Ikuti
Bab
Bagikan
Sampul Novel AKU DAN TEMAN SUAMIKU

AKU DAN TEMAN SUAMIKU

Kehidupan Tara berubah drastis saat ia terjebak dalam posisi yang tak pernah dibayangkan: menjadi istri kedua dari sahabat mendiang suaminya sendiri. Kini, ia terperangkap di tengah dinamika rumah tangga yang penuh komplikasi dan tekanan batin. Di tengah konflik emosional yang terus menguji kesabarannya, Tara harus menentukan pilihan sulit. Akankah ia bertahan demi komitmen tersebut, atau justru memilih untuk menyerah karena beban yang terlalu berat?
Bab
Bagikan

Bab 2

Siang hari setelah mengajar murid lesnya Bimo calistung, Tara melanjutkan dunianya sebagai ibu rumah tangga. Tara menyuapi Fia dan juga merapikan rumah.
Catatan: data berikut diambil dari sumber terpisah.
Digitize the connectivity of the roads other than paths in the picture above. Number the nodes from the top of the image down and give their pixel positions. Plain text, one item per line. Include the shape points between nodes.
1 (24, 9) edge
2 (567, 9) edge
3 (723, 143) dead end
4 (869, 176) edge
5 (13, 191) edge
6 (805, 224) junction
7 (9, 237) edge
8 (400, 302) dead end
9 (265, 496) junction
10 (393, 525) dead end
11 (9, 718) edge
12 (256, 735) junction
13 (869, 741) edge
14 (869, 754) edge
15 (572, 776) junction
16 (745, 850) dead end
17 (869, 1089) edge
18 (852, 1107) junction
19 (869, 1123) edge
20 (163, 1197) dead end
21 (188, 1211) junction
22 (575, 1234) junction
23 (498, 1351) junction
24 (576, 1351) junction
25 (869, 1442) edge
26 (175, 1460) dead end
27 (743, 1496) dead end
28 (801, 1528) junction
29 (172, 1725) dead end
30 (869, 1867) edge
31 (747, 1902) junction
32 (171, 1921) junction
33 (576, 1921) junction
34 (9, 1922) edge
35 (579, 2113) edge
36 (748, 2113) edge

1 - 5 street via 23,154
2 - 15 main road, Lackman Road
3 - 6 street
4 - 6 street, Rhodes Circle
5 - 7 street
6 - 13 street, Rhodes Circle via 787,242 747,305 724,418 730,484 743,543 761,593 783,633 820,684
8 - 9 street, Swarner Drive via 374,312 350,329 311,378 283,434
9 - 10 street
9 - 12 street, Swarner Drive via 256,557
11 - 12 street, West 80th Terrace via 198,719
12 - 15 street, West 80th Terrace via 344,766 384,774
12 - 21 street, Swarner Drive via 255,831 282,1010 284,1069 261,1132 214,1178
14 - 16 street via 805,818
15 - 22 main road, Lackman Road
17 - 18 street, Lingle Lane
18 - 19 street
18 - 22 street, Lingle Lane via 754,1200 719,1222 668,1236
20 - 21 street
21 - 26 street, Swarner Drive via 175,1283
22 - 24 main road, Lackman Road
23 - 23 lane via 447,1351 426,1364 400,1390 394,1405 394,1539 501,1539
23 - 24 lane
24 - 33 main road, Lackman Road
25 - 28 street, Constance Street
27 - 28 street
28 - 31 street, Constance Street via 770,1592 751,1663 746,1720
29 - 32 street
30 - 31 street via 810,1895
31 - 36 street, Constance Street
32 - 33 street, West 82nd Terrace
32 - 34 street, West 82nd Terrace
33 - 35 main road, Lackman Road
Kondisi Fia sudah lebih sehat, hanya saja dokter tidak membolehkan Fia minum es, chiki dan coklat. Fia tengah asik bermain bersama boneka barbie, hadiah dari Mei saat Fia diperbolehkan pulang dari rumah sakit.

Tara masih memikirkan perkataan Zaka beberapa hari lalu, Zaka memberikan waktu kepada Tara untuk memikirkan hal tersebut selama dua pekan. Baru tiga hari saja rasanya otak Tara sedikit lemot, banyak bengong dan melamun.

"Mama....asap." ujar Fia sambil menarik arah pandangnya ke bawah.

"Astaghfirulloh..." pekik Tara saat tersadar mukena terbagus pemberian almarhum suaminya gosong, karena Tara menyetrika sambil melamunkan perkataan Zaka. Cepat Tara menyingkirkan setrikaan dan menatap sedih mukenanya yang bolong bagian dadanya.

"Fia!" Tara menarik Fia ke pangkuannya. Fia menatap wajah Tara sambil tersenyum manis.

"Kalau Fia punya papa mau ga?"

"Maaauu...." Fia mengangguk cepat.

"Ayo tita beli setalang ma!" ajak Fia menarik tangan Tara.

"Hehehe..papa tidak ada di warung nak, papa adanya di rumah." terang Tara sambil mencium gemas pipi Fia.

"Dua ya ma, papanya." ucap Fia sambil mengangkat dua jarinya. Papa bukan permen nak.

"Kok dua?" tanya Tara heran.

"Bial dantian?"

"Gantian?" Hahahaha." Tara tertawa keras mendengar ucapan polos Fia. Baju kali nak ada gantinya. Batin Tara. Mengusap pucuk kepala Fia yang masih asik memainkan rambut barbie di pangkuan Tara.

"Belbi yaya tantik...milip mama!" Fia menatap boneka dan ibunya bergantian dengan penuh takjub. Tara nyengir kuda. Taukan barbie yang kulitnya hitam, naahh..itu dia kata Fia mirip mamanya.

Begitulah keseharian Tara dan Fia, selalu penuh senyuman dan keceriaan, meskipun kehidupan ekonomi mereka sangat terbatas sejak suami Tara meninggal setahun yang lalu. Tara tengah merapikan kamarnya saat suara pintu rumahnya diketuk.

"Assalamualaikum." suara di balik pintu. Kening Tara berkerut, suaranya seperti tak asing. Tara mengintip dari jendela.

"Eh...Wa'alaykumussalam Mba-Mas." sahut Tara lalu membukakan pintu rumahnya. Mempersilahkan Mei dan Zaka masuk.

"Mana Fia, Mba?" tanya Mei saat tak melihat Fia di rumah.

"Oh..sedang main ke tetangga sebelah, Mba. Baru saja. Nanti saya panggilkan. Sebentar saya ke dapur dulu." Tara sedikit canggung karena Zaka terus memperhatikan dirinya. Tara kembali dengan dua cangkir teh manis hangat.

"Silahkan Mba-Mas diminum tehnya." ucap Tara lalu duduk di kursi tamu, tepat di seberang Mei.

"Begini Mba Tara, maksud kedatangan saya kemari adalah....."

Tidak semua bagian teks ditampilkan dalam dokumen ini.